Chuck - As always, thanks for your wisdom and pointers...
Getting the rear clip back into position where it actually fit the car properly was something that the last shop somehow did not do, hence the surfaces on the roof will need to be re-filled and leveled. In the process of doing this, I also found what Jason found, the wide hip flairs are nowhere near symmetrical - that error will have to remain as I just don't have the appetite to cut the whole clip back apart again. The difference is 5/8" in the arch size and the bulge behind the tire.. It's just going to have to be fine the way it is now.
I do have all the gaskets in place during this phase. When I first started aligning the doors, I had forgotten them - then realized my error and installed and re-adjusted.

Bob, thanks for the tip on the Dremel tool. I have a Fein Multimaster tool and may try that on the other side.. One thing I know about that tool is that it will cut through fiberglass like a hot knife through butter.
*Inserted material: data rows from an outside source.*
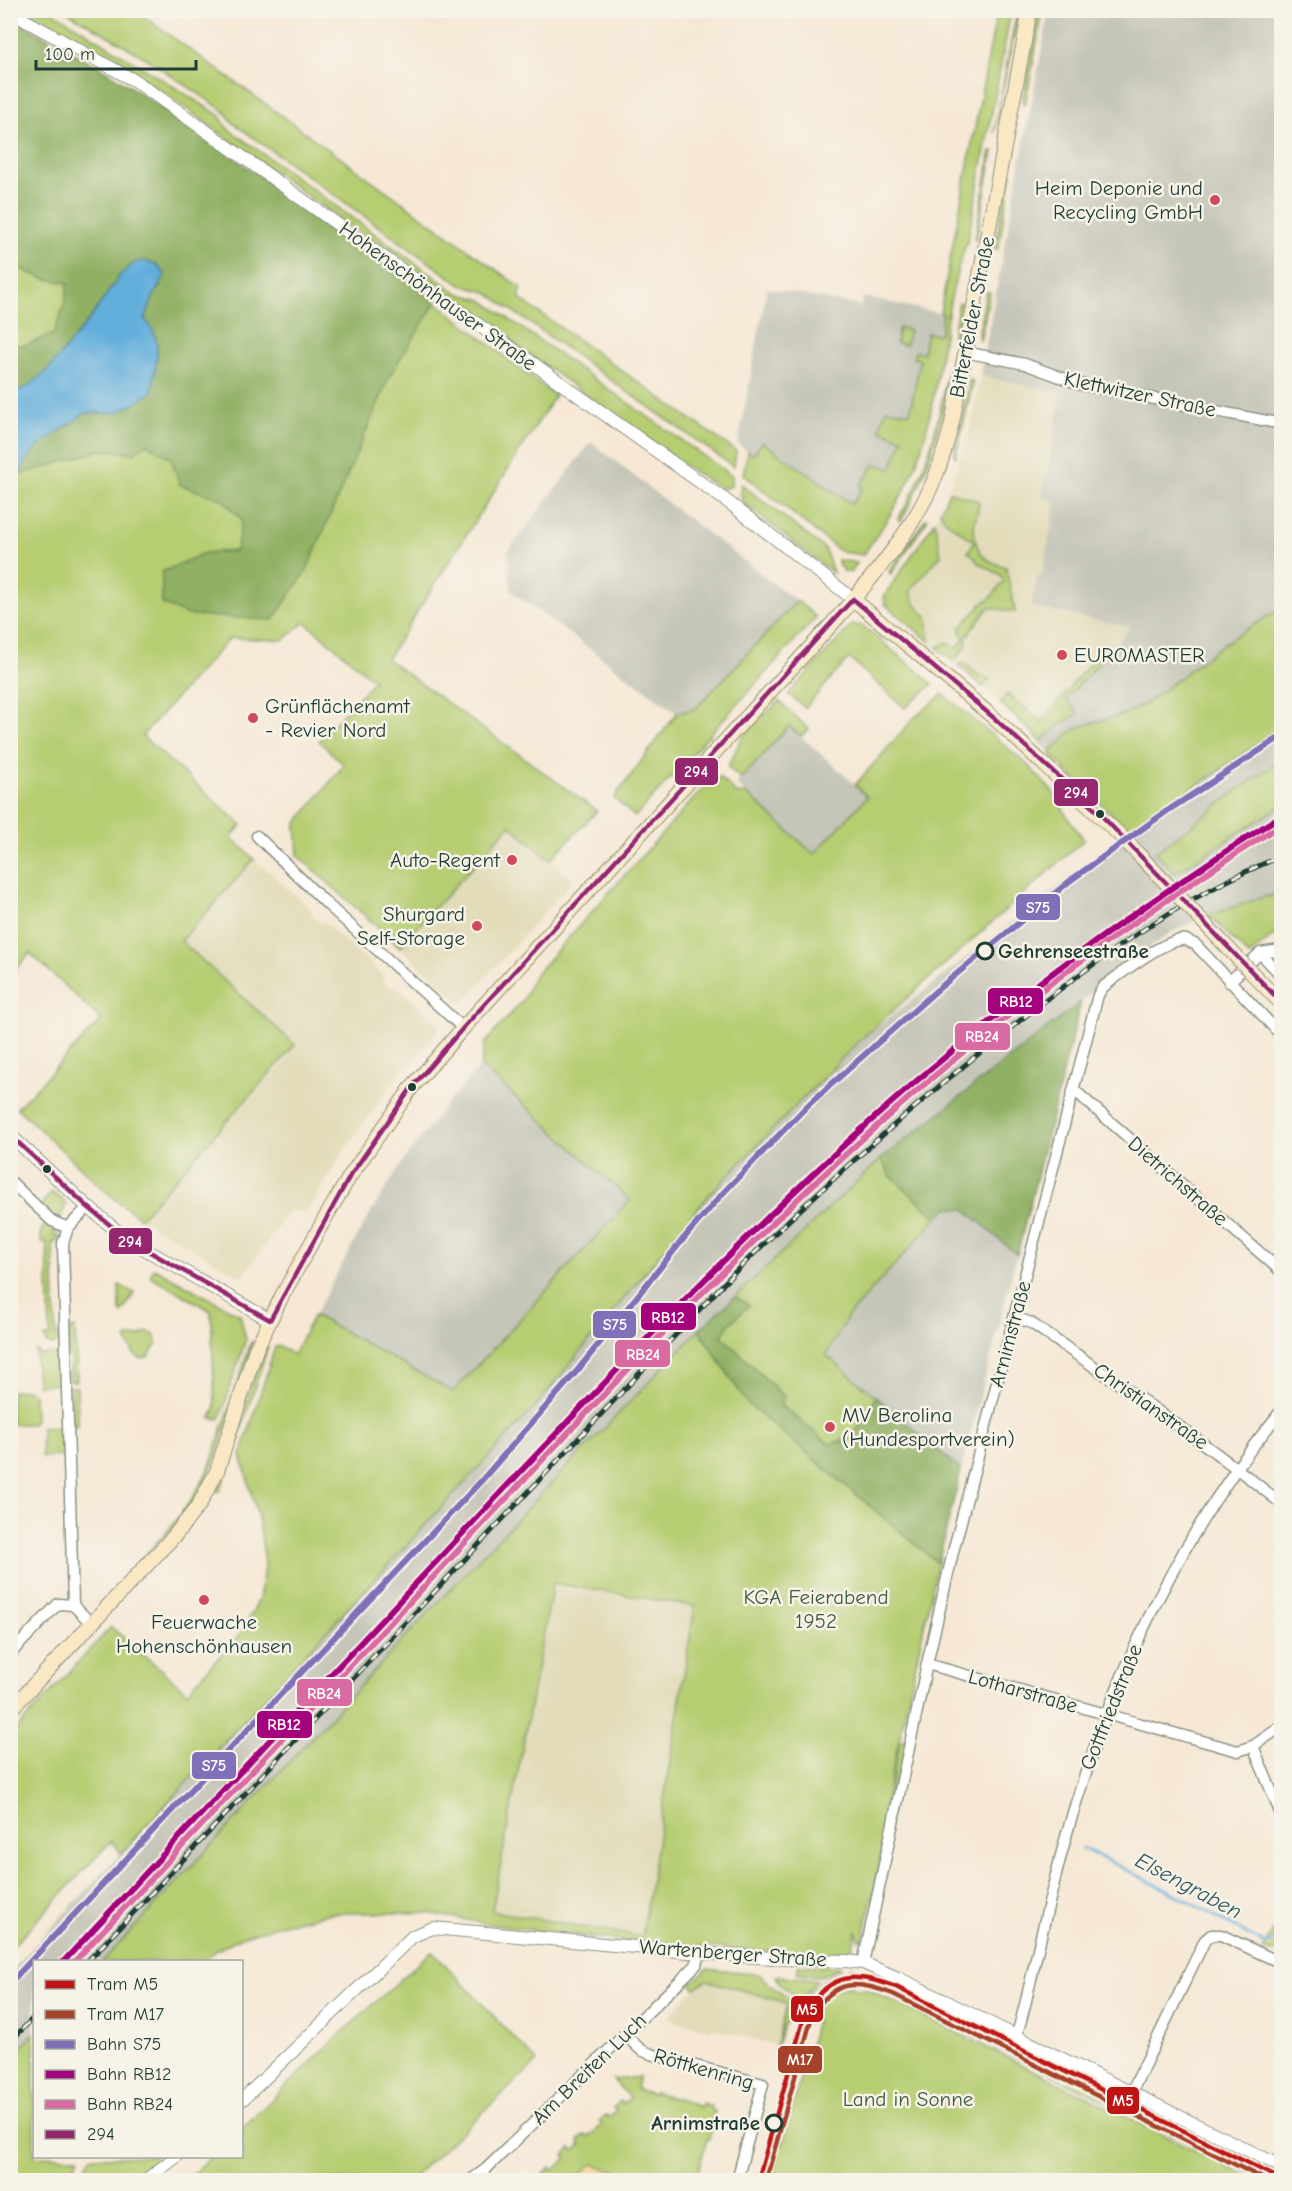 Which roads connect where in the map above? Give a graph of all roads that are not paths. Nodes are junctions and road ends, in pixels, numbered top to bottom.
1 (1030, 10) edge
2 (10, 12) edge
3 (965, 352) junction
4 (1281, 424) edge
5 (853, 599) junction
6 (257, 836) dead end
7 (1281, 950) edge
8 (1260, 953) junction
9 (1281, 976) edge
10 (1229, 982) junction
11 (1281, 1004) edge
12 (463, 1028) junction
13 (1281, 1036) edge
14 (1074, 1090) junction
15 (10, 1135) edge
16 (10, 1181) edge
17 (88, 1207) junction
18 (68, 1228) junction
19 (1281, 1272) edge
20 (1015, 1317) junction
21 (270, 1320) junction
22 (1281, 1410) edge
23 (1237, 1468) junction
24 (1281, 1504) edge
25 (73, 1605) junction
26 (92, 1623) junction
27 (10, 1654) edge
28 (927, 1664) junction
29 (10, 1710) edge
30 (1105, 1714) junction
31 (1281, 1726) edge
32 (1254, 1746) junction
33 (1281, 1816) edge
34 (699, 1953) junction
35 (1281, 1962) edge
36 (863, 1963) junction
37 (625, 2035) junction
38 (1016, 2036) junction
39 (1131, 2093) junction
40 (243, 2099) edge
41 (176, 2158) edge
42 (1281, 2168) edge
43 (146, 2181) edge
44 (471, 2181) edge
45 (737, 2181) edge

1 - 3 main road, Bitterfelder Straße
2 - 5 street, Hohenschönhauser Straße
3 - 4 street, Klettwitzer Straße
3 - 5 main road, Bitterfelder Straße
5 - 11 main road, bridge
5 - 12 main road, Bitterfelder Straße
6 - 12 street
7 - 8 street
8 - 9 street
8 - 10 street
10 - 13 street
10 - 14 street, Arnimstraße
12 - 21 main road, Bitterfelder Straße
14 - 19 street, Dietrichstraße
14 - 20 street, Arnimstraße
15 - 17 street
16 - 18 street
17 - 18 street
17 - 21 street
18 - 25 street
20 - 23 street, Christianstraße
20 - 28 street, Arnimstraße
21 - 26 main road, Bitterfelder Straße
22 - 23 street, Gottfriedstraße
23 - 24 street, Christianstraße
23 - 30 street, Gottfriedstraße
25 - 26 street
25 - 27 street
26 - 29 main road, Bitterfelder Straße
28 - 30 street, Lotharstraße
28 - 36 street, Arnimstraße
30 - 32 street, Lotharstraße
30 - 38 street, Gottfriedstraße
31 - 32 street
32 - 33 street
34 - 36 street, Wartenberger Straße
34 - 37 street, Am Breiten Luch
34 - 40 street, Wartenberger Straße
35 - 39 street
36 - 38 street, Wartenberger Straße
37 - 44 street, Am Breiten Luch
37 - 45 street, Röttkenring
38 - 39 street, Wartenberger Straße
39 - 42 street, Wartenberger Straße
41 - 43 street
The gap at the "feet" of the clip on this car is maintained by the alignment pin which has an 1/8" shoulder on it. That and another 1/64th inch shoulder on the female socket that the pin engages - leaves me a pretty good gap. I also use a ratchet strap to hold tension on the clip as though the side latches were installed (pics below).



Terry - Thank you for the kind words.. You could say that I am "Driven" at this point. Hopefully I won't loose too much momentum on this when I return back to work next week.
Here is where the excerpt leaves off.